WORK ITEM: Your answer should be the records again, unchanged in wording and free of images.

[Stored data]
+ + + +
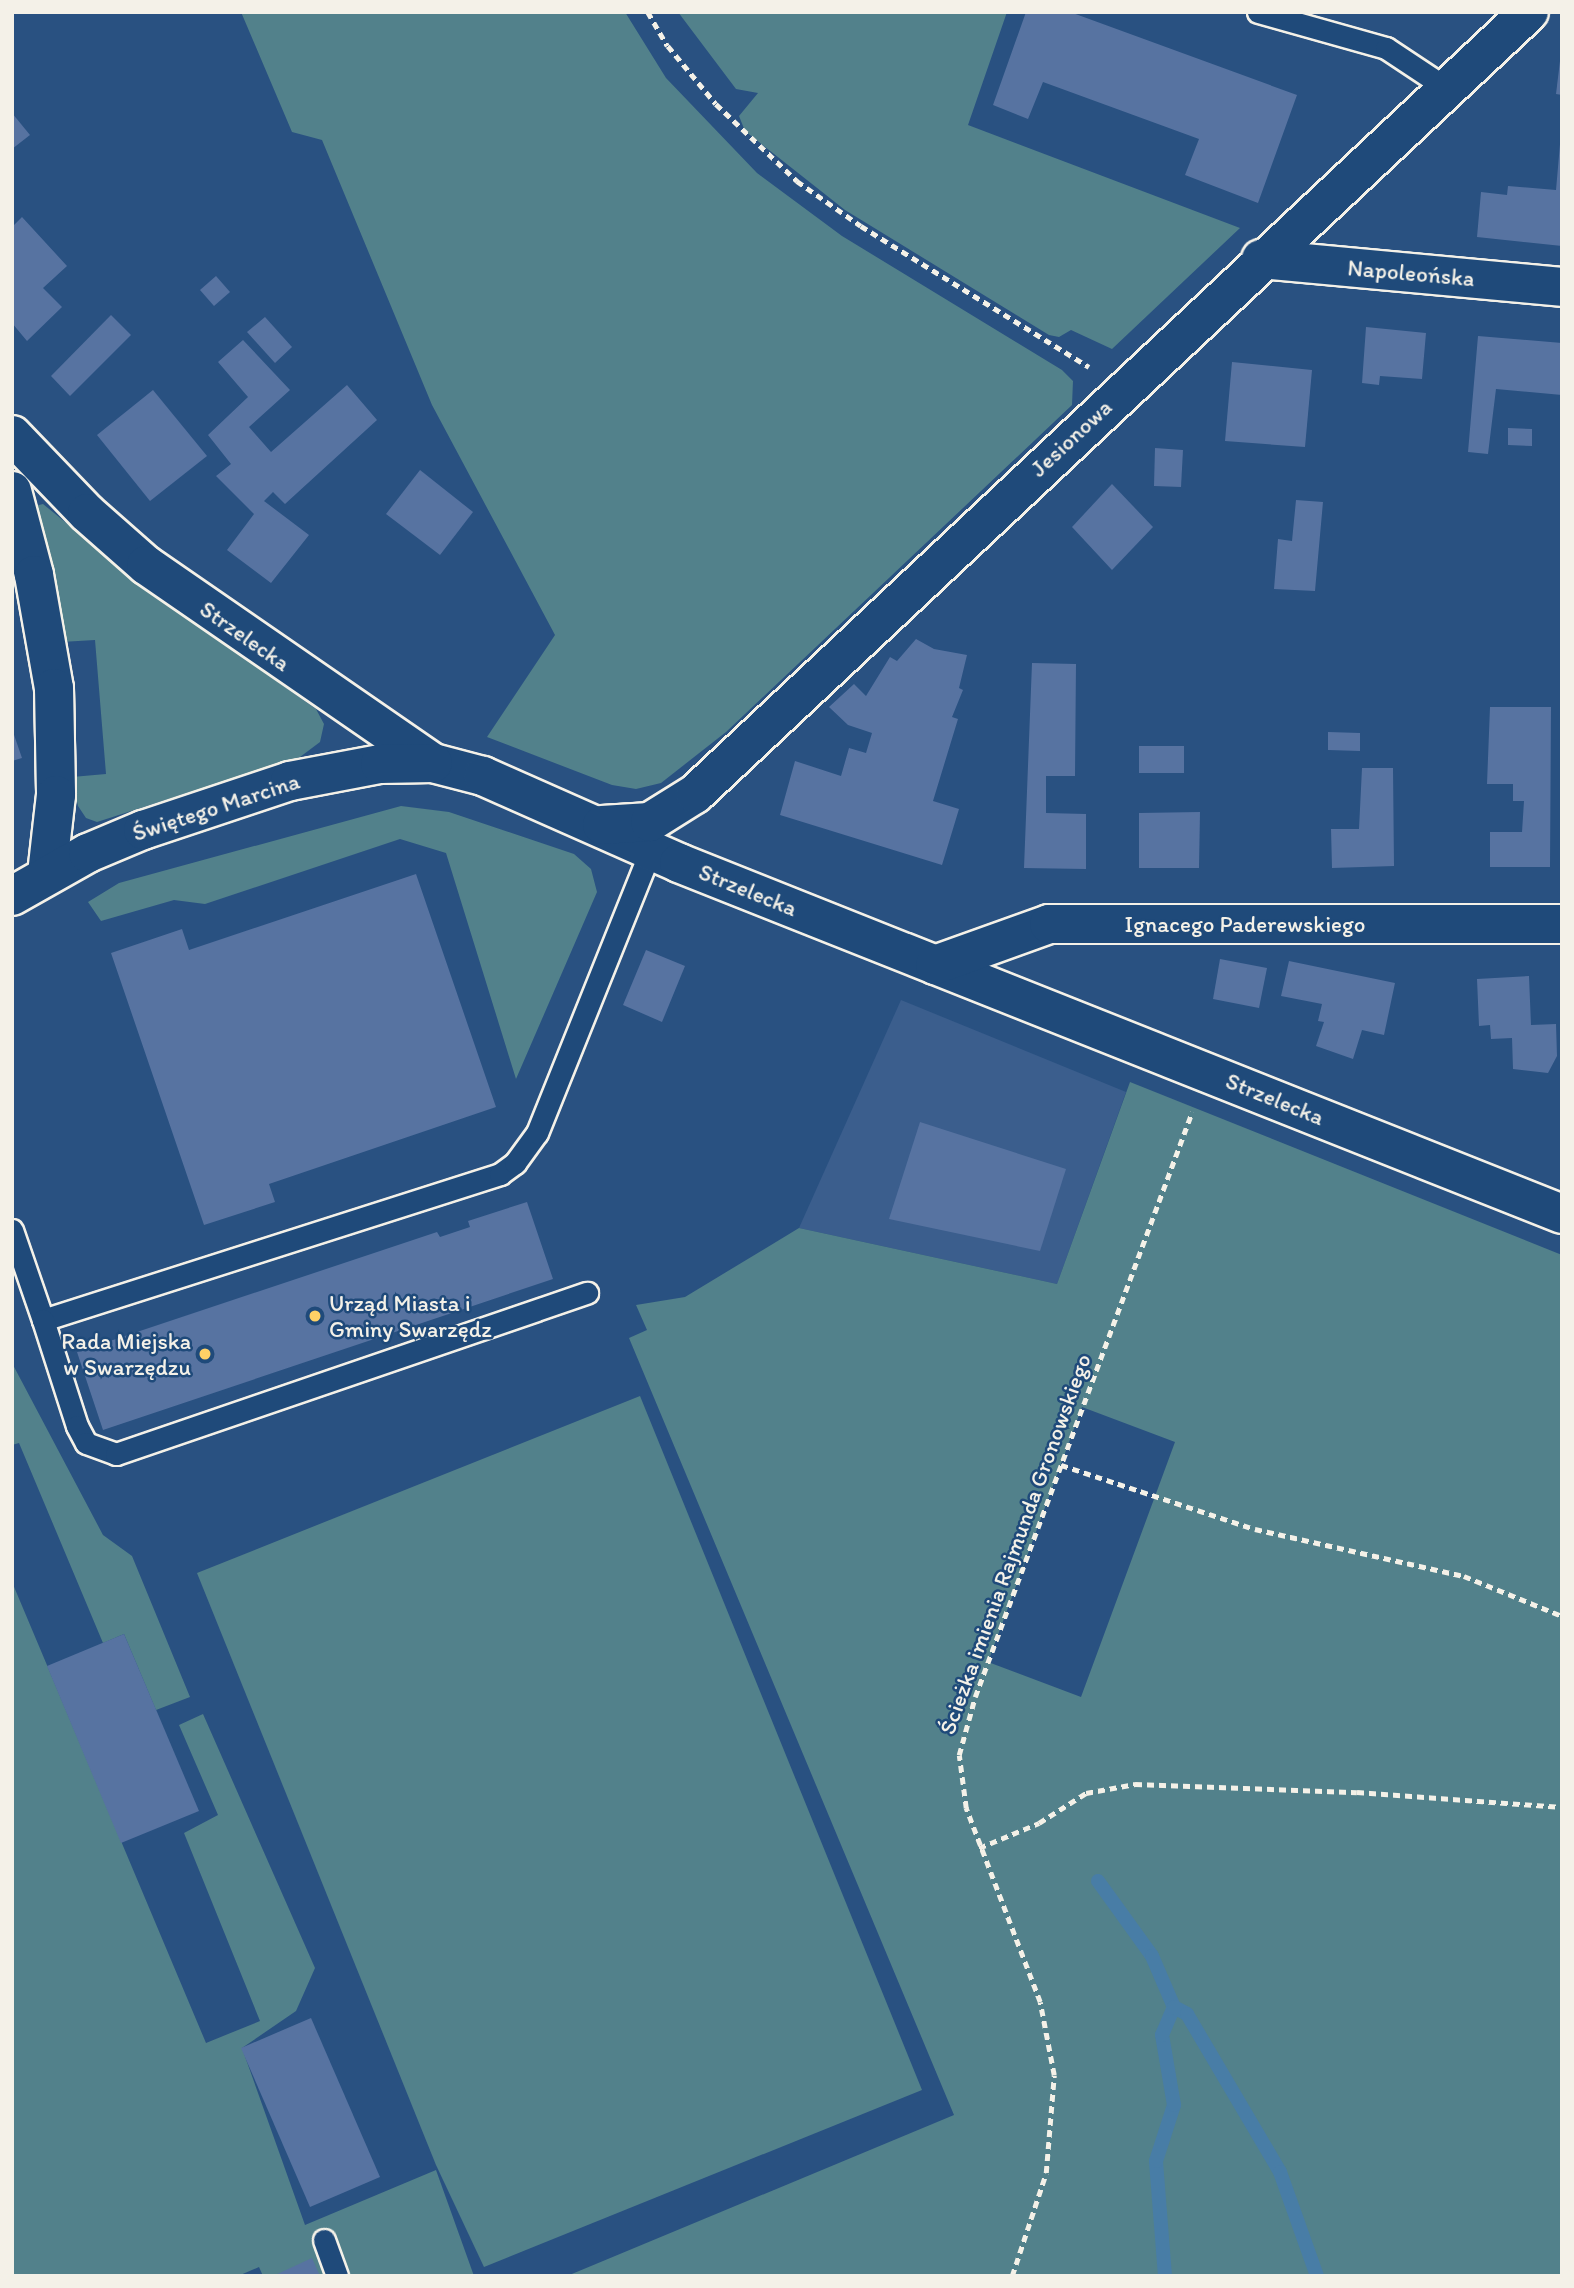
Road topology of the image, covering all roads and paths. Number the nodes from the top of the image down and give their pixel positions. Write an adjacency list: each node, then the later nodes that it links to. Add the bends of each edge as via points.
1 (648, 12): 7 (path, via 668,46 716,104 796,181)
2 (1258, 12): 4 (lane, via 1386,48)
3 (1529, 12): 4 (street, Jesionowa)
4 (1445, 87): 5 (street, Jesionowa)
5 (1261, 259): 6 (street, Napoleońska); 7 (street, Jesionowa)
6 (1562, 287)
7 (1122, 390): 11 (street, Jesionowa, via 695,794 650,822 615,827)
8 (12, 435): 10 (street, Strzelecka, via 87,513 146,565)
9 (12, 491): 13 (street, via 34,575 54,688 56,795)
10 (433, 763): 11 (street, Strzelecka, via 483,776); 13 (street, Świętego Marcina, via 380,764 290,781 143,830)
11 (596, 824): 12 (street, Strzelecka)
12 (651, 850): 16 (street, Strzelecka); 21 (lane, via 537,1133 515,1163 482,1181)
13 (47, 874): 14 (street, Świętego Marcina)
14 (12, 895)
15 (1562, 924): 16 (street, Ignacego Paderewskiego, via 1049,924)
16 (935, 965): 17 (street, Strzelecka)
17 (1207, 1072): 18 (street, Strzelecka); 22 (path, Ścieżka imienia Rajmunda Gronowskiego)
18 (1562, 1214)
19 (12, 1230): 21 (lane)
20 (587, 1293): 21 (lane, via 116,1454 86,1443 76,1426)
21 (43, 1320)
22 (1061, 1465): 23 (path, via 1255,1529 1464,1576); 25 (path, Ścieżka imienia Rajmunda Gronowskiego, via 962,1737 958,1773)
23 (1562, 1616)
24 (1562, 1807): 25 (path, via 1357,1792 1135,1784 1086,1793 1039,1823)
25 (979, 1847): 28 (path, Ścieżka imienia Rajmunda Gronowskiego, via 1040,2002 1054,2075 1046,2173)
26 (324, 2240): 27 (lane)
27 (337, 2276)
28 (1012, 2276)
+ + + +
ANSWER BOX:
Road topology of the image, covering all roads and paths. Number the nodes from the top of the image down and give their pixel positions. Write an adjacency list: each node, then the later nodes that it links to. Add the bends of each edge as via points.
1 (648, 12): 7 (path, via 668,46 716,104 796,181)
2 (1258, 12): 4 (lane, via 1386,48)
3 (1529, 12): 4 (street, Jesionowa)
4 (1445, 87): 5 (street, Jesionowa)
5 (1261, 259): 6 (street, Napoleońska); 7 (street, Jesionowa)
6 (1562, 287)
7 (1122, 390): 11 (street, Jesionowa, via 695,794 650,822 615,827)
8 (12, 435): 10 (street, Strzelecka, via 87,513 146,565)
9 (12, 491): 13 (street, via 34,575 54,688 56,795)
10 (433, 763): 11 (street, Strzelecka, via 483,776); 13 (street, Świętego Marcina, via 380,764 290,781 143,830)
11 (596, 824): 12 (street, Strzelecka)
12 (651, 850): 16 (street, Strzelecka); 21 (lane, via 537,1133 515,1163 482,1181)
13 (47, 874): 14 (street, Świętego Marcina)
14 (12, 895)
15 (1562, 924): 16 (street, Ignacego Paderewskiego, via 1049,924)
16 (935, 965): 17 (street, Strzelecka)
17 (1207, 1072): 18 (street, Strzelecka); 22 (path, Ścieżka imienia Rajmunda Gronowskiego)
18 (1562, 1214)
19 (12, 1230): 21 (lane)
20 (587, 1293): 21 (lane, via 116,1454 86,1443 76,1426)
21 (43, 1320)
22 (1061, 1465): 23 (path, via 1255,1529 1464,1576); 25 (path, Ścieżka imienia Rajmunda Gronowskiego, via 962,1737 958,1773)
23 (1562, 1616)
24 (1562, 1807): 25 (path, via 1357,1792 1135,1784 1086,1793 1039,1823)
25 (979, 1847): 28 (path, Ścieżka imienia Rajmunda Gronowskiego, via 1040,2002 1054,2075 1046,2173)
26 (324, 2240): 27 (lane)
27 (337, 2276)
28 (1012, 2276)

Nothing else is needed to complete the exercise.